|Authors||T. Rolfsnes, S. Di Alesio, R. Behjati, L. Moonen and D. Binkley|
|Title||Generalizing the Analysis of Evolutionary Coupling for Software Change Impact Analysis|
|Afilliation||Software Engineering, The Certus Centre (SFI), Software Engineering|
|Publication Type||Proceedings, refereed|
|Year of Publication||2016|
|Conference Name||23rd IEEE International Conference on Software Analysis, Evolution, and Reengineering (SANER)|
|Keywords||evolutionary coupling, Machine learning, software repository mining, targeted association rule mining|
Software change impact analysis aims to find artifacts potentially affected by a change. Typical approaches apply language-specific static or dynamic dependence analysis, and are thus restricted to homogeneous systems. This restriction is a major drawback given today’s increasingly heterogeneous software.
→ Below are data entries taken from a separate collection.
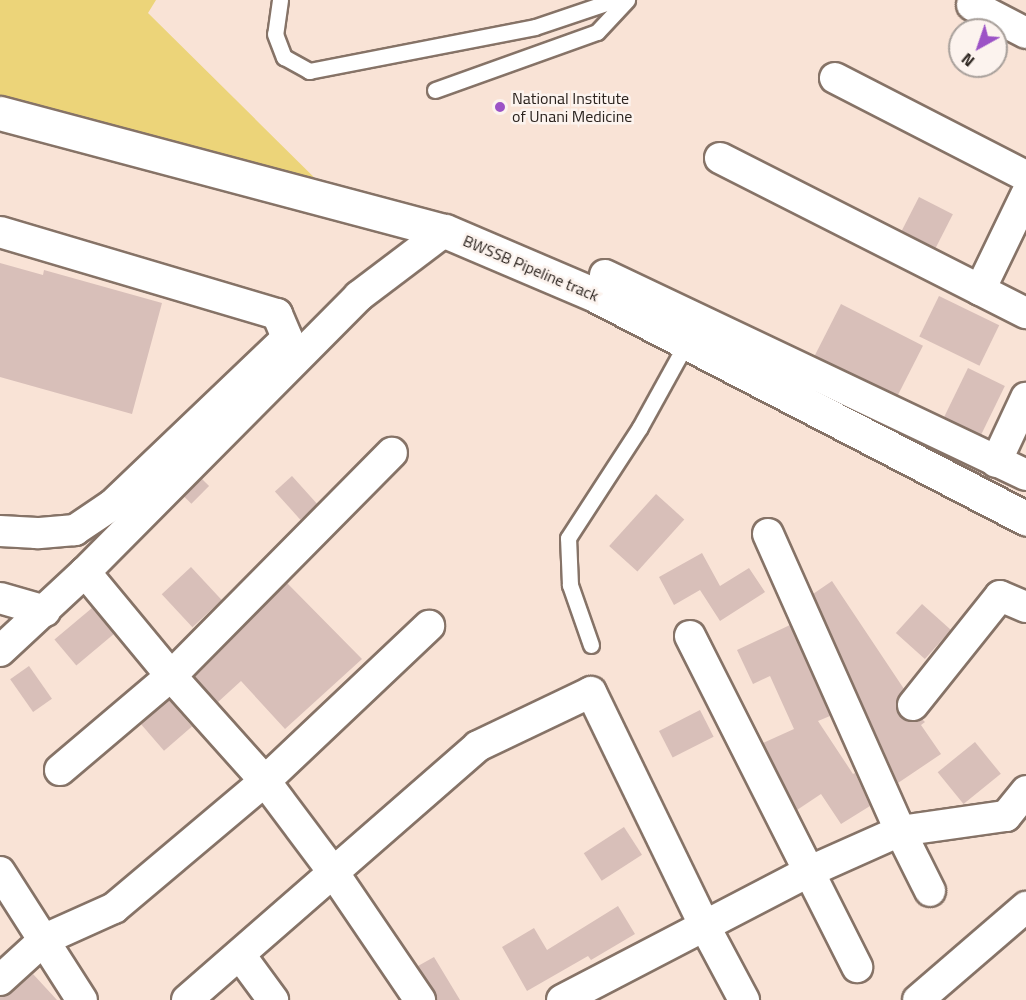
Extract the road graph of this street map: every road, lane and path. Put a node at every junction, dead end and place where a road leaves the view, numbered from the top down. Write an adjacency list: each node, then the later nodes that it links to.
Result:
1 (280, 0): 2 (lane)
2 (615, 0)
3 (627, 0): 7 (lane)
4 (972, 5): 5 (street)
5 (1026, 33)
6 (835, 78): 10 (street)
7 (435, 90)
8 (0, 113): 12 (street, BWSSB Pipeline track)
9 (720, 158): 15 (street)
10 (1026, 176)
11 (1026, 195): 15 (street)
12 (445, 231): 17 (street, BWSSB Pipeline track); 25 (street)
13 (0, 232): 23 (street)
14 (605, 275): 20 (street)
15 (980, 290): 16 (street)
16 (1026, 313)
17 (687, 342): 22 (street, BWSSB Pipeline track); 31 (lane)
18 (1026, 398): 20 (street)
19 (392, 453): 33 (street)
20 (996, 462): 21 (street)
21 (1026, 476)
22 (1026, 518)
23 (0, 531)
24 (768, 534): 38 (street)
25 (85, 572): 28 (street); 33 (street)
26 (0, 598): 28 (street)
27 (1026, 607): 34 (street)
28 (45, 611): 32 (street)
29 (429, 626): 36 (street)
30 (690, 636): 41 (street)
31 (591, 645)
32 (0, 651)
33 (171, 676): 35 (street); 36 (street)
34 (913, 705)
35 (60, 770)
36 (265, 781): 40 (street); 45 (street)
37 (1026, 791): 38 (street)
38 (900, 831): 41 (street); 42 (street)
39 (0, 872): 45 (street)
40 (333, 872): 44 (street); 46 (street); 53 (street)
41 (808, 872): 44 (street); 47 (street)
42 (930, 891)
43 (1026, 907): 56 (street)
44 (704, 925): 49 (street); 55 (street)
45 (45, 939): 48 (street); 50 (street)
46 (240, 955): 51 (street); 52 (street)
47 (856, 967)
48 (0, 980)
49 (599, 992): 54 (street)
50 (82, 1000)
51 (187, 1000)
52 (273, 1000)
53 (420, 1000)
54 (562, 1000)
55 (744, 1000)
56 (918, 1000)

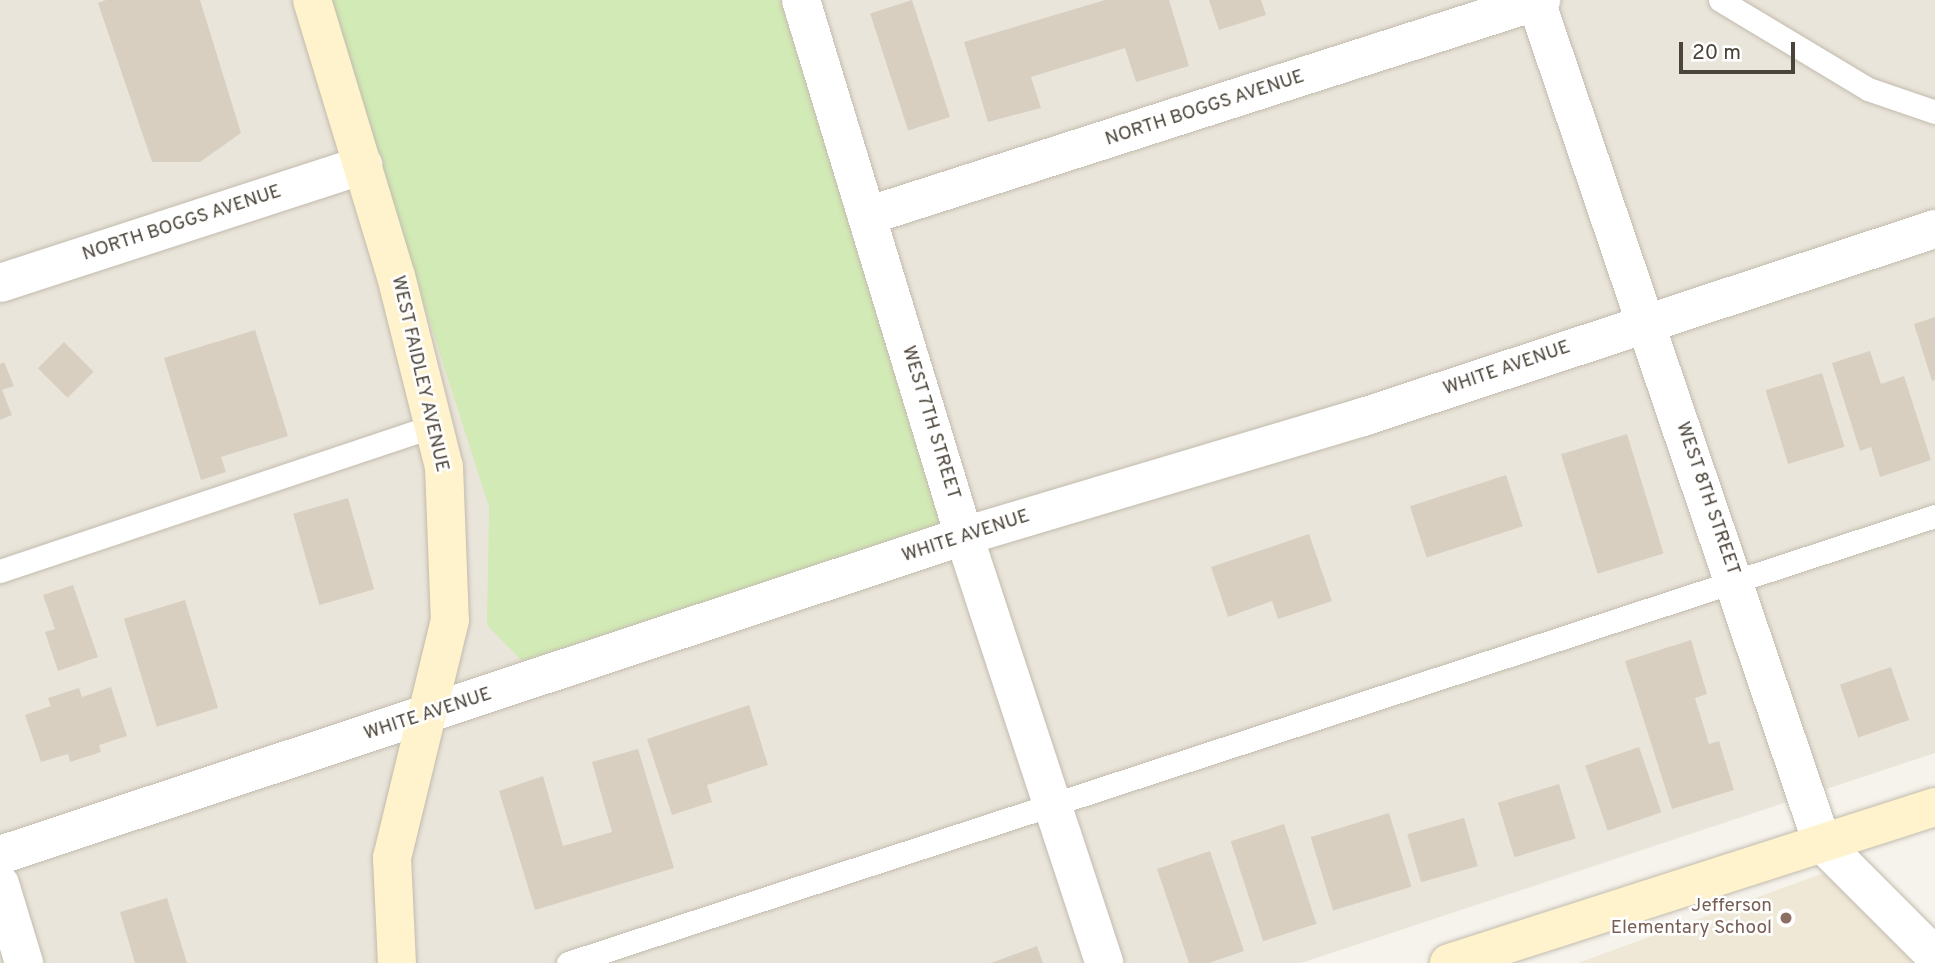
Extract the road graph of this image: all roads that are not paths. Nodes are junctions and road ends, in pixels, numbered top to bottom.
1 (312, 0) edge
2 (801, 0) edge
3 (1720, 0) edge
4 (1539, 2) edge
5 (1935, 112) edge
6 (363, 165) junction
7 (867, 216) junction
8 (1935, 229) edge
9 (0, 283) edge
10 (1648, 321) junction
11 (434, 426) junction
12 (1935, 516) edge
13 (964, 536) junction
14 (0, 571) edge
15 (1735, 581) junction
16 (426, 716) junction
17 (1049, 805) junction
18 (1935, 807) edge
19 (1822, 843) junction
20 (0, 855) edge
21 (0, 884) edge
22 (1935, 956) edge
23 (24, 963) edge
24 (397, 963) edge
25 (568, 963) edge
26 (1104, 963) edge
27 (1449, 963) edge

1 - 6 street, WEST FAIDLEY AVENUE
2 - 7 street, WEST 7TH STREET
3 - 5 lane
4 - 7 street, NORTH BOGGS AVENUE
4 - 10 street, WEST 8TH STREET
6 - 9 street, NORTH BOGGS AVENUE
6 - 11 street, WEST FAIDLEY AVENUE
7 - 13 street, WEST 7TH STREET
8 - 10 street, WHITE AVENUE
10 - 13 street, WHITE AVENUE
10 - 15 street, WEST 8TH STREET
11 - 14 lane
11 - 16 street, WEST FAIDLEY AVENUE
12 - 15 lane
13 - 16 street, WHITE AVENUE
13 - 17 street, WEST 7TH STREET
15 - 17 lane
15 - 19 street, WEST 8TH STREET
16 - 20 street, WHITE AVENUE
16 - 24 street, WEST FAIDLEY AVENUE
17 - 25 lane
17 - 26 street, WEST 7TH STREET
18 - 19 street
19 - 22 street, WEST 8TH STREET
19 - 27 street
21 - 23 street

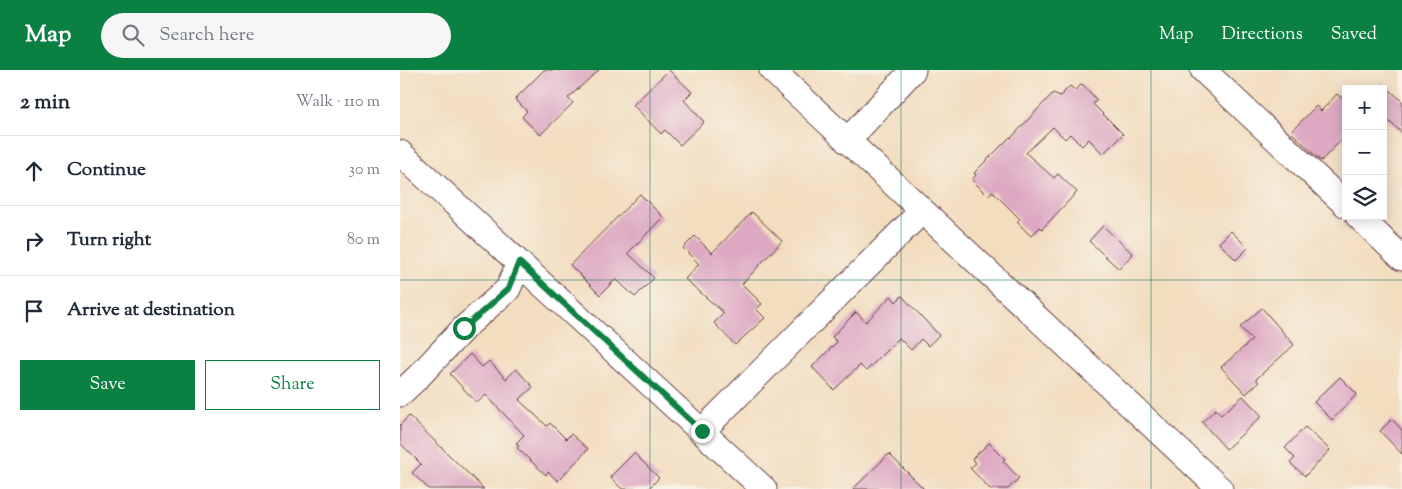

Evolutionary coupling has been proposed as a language-agnostic alternative that mines relations between source-code entities from the system’s change history. Unfortunately, existing evolutionary coupling based techniques fall short. For example, using Singular Value Decomposition (SVD) quickly becomes computationally expensive. An efficient alternative applies targeted association rule mining, but the most widely known approach (ROSE) has restricted applicability: experiments on two large industrial systems, and four large open source systems, show that ROSE can only identify dependencies about 25% of the time. To overcome this limitation, we introduce TARMAQ, a new algorithm for mining evolutionary coupling. Empirically evaluated on the same six systems, TARMAQ performs consistently better than ROSE and SVD, is applicable 100% of the time, and runs orders of magnitude faster than SVD. We conclude that the proposed algorithm is a significant step forward towards achieving robust change impact analysis for heterogeneous systems.